I wonder how many people have ever seen the scale of provisions as laid down by the United States government for the vitualling of long-voyage ships? As I have said, the curious part of it is, though, that no attention is ever paid to it on our ships, except under unusual conditions. Yet it is not so very curious that no attempt is made to observe the scale, for almost everything in connection with our sailors and ships is performed in an irregular manner. Behold the scale.
| BREAD. | BEEF. | PORK. | FLOUR. | PEASE. | TEA. | COFFEE. | SUGAR. | WATER. | |
| Lb. | Lbs. | Lbs. | Lb. | Pt. | Oz. | Oz. | Ozs. | Qts. | |
| Sunday | 1 | 1-1/2 | 1/2 | 1/8 | 1/2 | 2 | 3 | ||
| Monday | 1 | 1-1/4 | 1/8 | 1/8 | 1/2 | 2 | 3 | ||
| Tuesday | 1 | 1-1/2 | 1/2 | 1/8 | 1/2 | 2 | 3 | ||
| Wednesday | 1 | 1-1/4 | 1/8 | 1/8 | 1/2 | 2 | 3 | ||
| Thursday | 1 | 1-1/2 | 1/2 | 1/8 | 1/2 | 2 | 3 | ||
| Friday | 1 | 1-1/4 | 1/8 | 1/8 | 1/2 | 2 | 3 | ||
| Saturday | 1 | 1-1/2 | 1/8 | 1/2 | 2 | 3 |
Then comes a list of substitutes, such as molasses for sugar, potatoes for pease, etc. Other nations also have provision scales, but they are adhered to; foreign schemes add oatmeal, but all sailors get too much meat; both captains and seamen say that. Our blue-water ships have a great name for fine “grub,” which they deserved forty years ago, but which most of them certainly do not now. A Yankee captain has the privilege from the owners to lay in whatever sort of stores he thinks fit (of course neither he nor the owner ever thinks of the law); if he is a generous man, the crew are lucky; if not, it’s a case of hunger and hustle for four or five months. As a sample of the manner in which the food has been given out here, the men consumed an entire barrel of molasses during the first seventeen days that we were at sea; since then they have had none. Other articles were scattered around in the same reckless manner, with the natural result that the “dainties” which ought to have lasted the whole voyage had vanished at the latitude of the Falklands; so that ever since the men have been on pretty hard rations, and Broadhead told me that when the old man made the show of putting all hands on government allowance it didn’t mean anything at all. Since the stabbing, though, all the food has been weighed out by the mate each day in full view of the sailors, eighteen pounds of bread (i.e., hard-tack), so many pounds of beef, etc., and the men themselves carry it to the cook, so that there can be no fault-finding. As to the water, three quarts per day amounts in all to fifty-four quarts, which is measured into a cask in the forecastle, and the men are at liberty to give any portion of it they choose to the cook in which to boil their beef and pork, or tea and coffee. These three quarts, by the way, are for all purposes, drinking, cooking, and washing, though most foremast hands are not much troubled with the latter, except when it rains hard. Each man probably does not have more than a quart and a half of drinking water a day, which is a truly scanty allowance for men who are painting on a blistering deck several hours out of the twenty-four.

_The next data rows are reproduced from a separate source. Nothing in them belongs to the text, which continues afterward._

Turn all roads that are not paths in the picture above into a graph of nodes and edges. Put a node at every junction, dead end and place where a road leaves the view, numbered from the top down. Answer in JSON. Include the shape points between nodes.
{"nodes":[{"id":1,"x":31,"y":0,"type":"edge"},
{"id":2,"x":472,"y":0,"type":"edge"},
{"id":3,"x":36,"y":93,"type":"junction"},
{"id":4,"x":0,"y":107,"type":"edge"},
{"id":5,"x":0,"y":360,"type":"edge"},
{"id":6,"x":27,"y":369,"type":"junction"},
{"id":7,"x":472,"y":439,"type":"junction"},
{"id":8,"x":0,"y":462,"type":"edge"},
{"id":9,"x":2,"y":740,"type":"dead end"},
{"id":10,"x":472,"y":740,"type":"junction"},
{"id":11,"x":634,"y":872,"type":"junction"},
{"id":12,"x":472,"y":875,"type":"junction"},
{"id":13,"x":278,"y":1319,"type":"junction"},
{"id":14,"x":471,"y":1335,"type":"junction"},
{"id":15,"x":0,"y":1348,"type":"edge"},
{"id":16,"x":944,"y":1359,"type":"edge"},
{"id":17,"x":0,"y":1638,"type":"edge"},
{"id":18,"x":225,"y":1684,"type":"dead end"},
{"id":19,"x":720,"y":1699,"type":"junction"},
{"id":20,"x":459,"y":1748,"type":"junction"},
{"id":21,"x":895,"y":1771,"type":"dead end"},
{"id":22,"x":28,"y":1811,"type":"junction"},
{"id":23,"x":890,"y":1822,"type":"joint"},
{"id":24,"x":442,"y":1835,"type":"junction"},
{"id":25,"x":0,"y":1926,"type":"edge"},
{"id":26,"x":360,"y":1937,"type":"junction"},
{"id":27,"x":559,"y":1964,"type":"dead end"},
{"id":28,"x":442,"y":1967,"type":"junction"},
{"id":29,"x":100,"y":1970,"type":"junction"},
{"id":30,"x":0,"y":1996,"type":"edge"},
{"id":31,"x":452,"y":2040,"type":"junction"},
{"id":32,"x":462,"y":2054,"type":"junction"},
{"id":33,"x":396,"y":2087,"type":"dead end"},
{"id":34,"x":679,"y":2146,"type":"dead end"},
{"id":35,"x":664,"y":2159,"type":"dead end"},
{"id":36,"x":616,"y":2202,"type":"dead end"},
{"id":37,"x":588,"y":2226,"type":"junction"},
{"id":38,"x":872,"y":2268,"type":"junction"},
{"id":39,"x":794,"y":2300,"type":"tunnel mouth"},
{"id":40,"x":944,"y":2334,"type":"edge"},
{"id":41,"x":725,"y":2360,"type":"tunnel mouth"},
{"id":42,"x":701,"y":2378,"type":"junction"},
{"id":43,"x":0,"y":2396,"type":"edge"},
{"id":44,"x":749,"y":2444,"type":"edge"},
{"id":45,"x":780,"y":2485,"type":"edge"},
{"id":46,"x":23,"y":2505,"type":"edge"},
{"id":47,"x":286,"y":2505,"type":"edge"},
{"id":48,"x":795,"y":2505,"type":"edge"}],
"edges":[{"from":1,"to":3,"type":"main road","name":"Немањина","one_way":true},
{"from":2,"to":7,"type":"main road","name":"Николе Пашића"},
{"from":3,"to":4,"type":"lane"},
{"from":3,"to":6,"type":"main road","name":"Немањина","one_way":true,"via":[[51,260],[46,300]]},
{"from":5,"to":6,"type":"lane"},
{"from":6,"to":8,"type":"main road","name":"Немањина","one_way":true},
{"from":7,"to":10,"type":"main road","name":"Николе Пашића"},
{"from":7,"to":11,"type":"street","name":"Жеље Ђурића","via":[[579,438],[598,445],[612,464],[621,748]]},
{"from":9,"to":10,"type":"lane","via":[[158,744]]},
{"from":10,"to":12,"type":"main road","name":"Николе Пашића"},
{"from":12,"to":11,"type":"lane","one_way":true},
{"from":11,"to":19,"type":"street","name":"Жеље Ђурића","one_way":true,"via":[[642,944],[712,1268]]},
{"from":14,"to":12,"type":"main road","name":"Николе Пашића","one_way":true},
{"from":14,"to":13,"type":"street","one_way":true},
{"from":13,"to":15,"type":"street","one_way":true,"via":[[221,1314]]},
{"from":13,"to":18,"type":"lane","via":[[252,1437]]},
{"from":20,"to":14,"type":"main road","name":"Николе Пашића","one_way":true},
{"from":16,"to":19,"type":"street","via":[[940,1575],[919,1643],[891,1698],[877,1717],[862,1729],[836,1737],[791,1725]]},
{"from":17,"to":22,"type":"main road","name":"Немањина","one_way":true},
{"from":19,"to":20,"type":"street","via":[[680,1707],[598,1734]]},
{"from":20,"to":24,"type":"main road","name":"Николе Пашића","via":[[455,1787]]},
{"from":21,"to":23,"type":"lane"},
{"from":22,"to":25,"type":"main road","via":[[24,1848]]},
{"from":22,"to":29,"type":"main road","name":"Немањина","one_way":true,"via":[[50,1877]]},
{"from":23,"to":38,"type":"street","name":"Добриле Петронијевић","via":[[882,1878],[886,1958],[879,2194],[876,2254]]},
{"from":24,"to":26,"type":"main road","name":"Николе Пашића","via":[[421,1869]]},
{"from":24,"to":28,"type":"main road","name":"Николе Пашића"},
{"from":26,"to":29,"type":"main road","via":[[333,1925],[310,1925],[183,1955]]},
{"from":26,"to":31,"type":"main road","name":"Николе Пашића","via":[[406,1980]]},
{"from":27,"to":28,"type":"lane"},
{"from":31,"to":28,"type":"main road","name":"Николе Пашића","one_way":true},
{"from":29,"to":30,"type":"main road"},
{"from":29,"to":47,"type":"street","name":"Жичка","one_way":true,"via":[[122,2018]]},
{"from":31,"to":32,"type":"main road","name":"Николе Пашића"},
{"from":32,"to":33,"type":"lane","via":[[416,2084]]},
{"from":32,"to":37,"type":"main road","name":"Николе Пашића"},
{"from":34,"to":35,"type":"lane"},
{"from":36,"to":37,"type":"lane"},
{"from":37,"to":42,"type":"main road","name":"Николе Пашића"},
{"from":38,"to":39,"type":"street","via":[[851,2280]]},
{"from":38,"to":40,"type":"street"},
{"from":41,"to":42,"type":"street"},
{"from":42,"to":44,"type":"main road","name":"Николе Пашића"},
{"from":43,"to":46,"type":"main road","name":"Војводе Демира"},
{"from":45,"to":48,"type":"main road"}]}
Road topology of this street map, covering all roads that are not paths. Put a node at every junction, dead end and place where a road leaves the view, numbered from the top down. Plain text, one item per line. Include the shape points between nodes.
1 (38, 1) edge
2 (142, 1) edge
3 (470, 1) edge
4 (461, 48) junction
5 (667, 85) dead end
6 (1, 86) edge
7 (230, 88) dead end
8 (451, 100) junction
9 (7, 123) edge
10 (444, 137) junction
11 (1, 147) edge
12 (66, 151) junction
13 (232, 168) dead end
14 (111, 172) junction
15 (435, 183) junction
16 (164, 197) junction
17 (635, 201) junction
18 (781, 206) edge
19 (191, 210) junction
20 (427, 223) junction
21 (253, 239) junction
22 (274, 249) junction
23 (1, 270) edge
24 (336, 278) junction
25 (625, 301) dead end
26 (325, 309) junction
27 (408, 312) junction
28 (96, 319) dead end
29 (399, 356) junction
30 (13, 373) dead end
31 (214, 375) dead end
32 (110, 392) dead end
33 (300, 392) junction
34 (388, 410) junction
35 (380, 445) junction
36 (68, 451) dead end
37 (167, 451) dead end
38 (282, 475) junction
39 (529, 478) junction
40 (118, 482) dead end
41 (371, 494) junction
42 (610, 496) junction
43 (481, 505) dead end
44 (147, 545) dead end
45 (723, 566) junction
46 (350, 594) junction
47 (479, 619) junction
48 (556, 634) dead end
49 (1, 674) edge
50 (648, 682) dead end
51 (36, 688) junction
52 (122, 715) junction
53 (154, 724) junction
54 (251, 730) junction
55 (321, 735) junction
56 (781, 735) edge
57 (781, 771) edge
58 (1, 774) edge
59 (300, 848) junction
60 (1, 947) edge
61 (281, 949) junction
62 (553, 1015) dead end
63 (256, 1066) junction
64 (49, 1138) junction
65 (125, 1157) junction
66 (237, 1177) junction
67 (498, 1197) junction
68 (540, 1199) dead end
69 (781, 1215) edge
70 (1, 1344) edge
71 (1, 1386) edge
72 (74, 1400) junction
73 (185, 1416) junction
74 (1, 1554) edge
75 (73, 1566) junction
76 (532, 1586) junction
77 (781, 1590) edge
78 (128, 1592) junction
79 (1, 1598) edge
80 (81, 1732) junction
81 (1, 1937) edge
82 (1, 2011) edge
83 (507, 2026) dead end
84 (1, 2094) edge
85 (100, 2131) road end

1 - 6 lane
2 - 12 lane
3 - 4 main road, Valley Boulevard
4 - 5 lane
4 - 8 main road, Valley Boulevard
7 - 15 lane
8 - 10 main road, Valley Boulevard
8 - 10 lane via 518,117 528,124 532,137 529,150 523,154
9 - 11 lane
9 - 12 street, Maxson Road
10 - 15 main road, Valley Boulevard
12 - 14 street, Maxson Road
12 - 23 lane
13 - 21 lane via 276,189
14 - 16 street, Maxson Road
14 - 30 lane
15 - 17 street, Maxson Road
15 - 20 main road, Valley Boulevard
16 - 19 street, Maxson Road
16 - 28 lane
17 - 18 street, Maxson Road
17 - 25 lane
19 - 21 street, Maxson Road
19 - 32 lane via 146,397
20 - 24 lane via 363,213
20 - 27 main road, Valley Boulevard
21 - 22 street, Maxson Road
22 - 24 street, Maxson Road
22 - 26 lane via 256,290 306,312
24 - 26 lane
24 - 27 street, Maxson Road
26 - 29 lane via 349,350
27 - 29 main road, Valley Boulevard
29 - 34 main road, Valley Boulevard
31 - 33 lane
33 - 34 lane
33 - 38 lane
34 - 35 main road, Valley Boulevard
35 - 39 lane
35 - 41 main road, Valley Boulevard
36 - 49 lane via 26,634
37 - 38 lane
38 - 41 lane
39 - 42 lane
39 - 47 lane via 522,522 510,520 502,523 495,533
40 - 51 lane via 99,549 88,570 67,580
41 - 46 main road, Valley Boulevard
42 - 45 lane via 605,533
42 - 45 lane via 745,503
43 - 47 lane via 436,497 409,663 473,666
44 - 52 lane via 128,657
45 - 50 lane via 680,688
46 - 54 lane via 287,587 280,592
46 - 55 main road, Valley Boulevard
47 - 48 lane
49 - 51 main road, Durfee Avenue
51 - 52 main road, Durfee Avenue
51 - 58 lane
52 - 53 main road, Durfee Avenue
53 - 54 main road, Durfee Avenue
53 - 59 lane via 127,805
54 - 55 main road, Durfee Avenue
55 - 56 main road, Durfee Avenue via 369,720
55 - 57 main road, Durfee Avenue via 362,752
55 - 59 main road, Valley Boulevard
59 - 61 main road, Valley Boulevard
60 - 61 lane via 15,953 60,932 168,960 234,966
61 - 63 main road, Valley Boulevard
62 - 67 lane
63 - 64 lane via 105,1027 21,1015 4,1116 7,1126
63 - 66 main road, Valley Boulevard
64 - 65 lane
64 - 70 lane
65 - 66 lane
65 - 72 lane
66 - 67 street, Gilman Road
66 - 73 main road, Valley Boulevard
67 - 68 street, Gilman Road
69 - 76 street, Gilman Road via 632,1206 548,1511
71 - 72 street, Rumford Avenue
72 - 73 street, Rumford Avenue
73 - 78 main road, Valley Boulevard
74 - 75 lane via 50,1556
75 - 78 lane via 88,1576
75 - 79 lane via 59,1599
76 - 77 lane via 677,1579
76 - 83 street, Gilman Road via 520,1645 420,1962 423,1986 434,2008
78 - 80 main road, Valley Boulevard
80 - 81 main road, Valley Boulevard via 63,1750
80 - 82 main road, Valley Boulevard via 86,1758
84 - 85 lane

American captains profess to think that weighing out food to sailors is very degrading, and they always add, “It’s too much like them Britishers.” Personally I have never been able to perceive where the indignity comes in. Food is weighed out in the navy, so why not in the merchant service? I had it on my mind to-day to ask Captain Scruggs which he really considered the more debasing, giving a man a stipulated quantity of food, or knocking his teeth out with wooden or iron implements and then kicking him into the scuppers; but I thought it best to preserve peace rather than advance so hazardous a question. Latitude, 23° 18′ north; longitude, 128° 40′ west.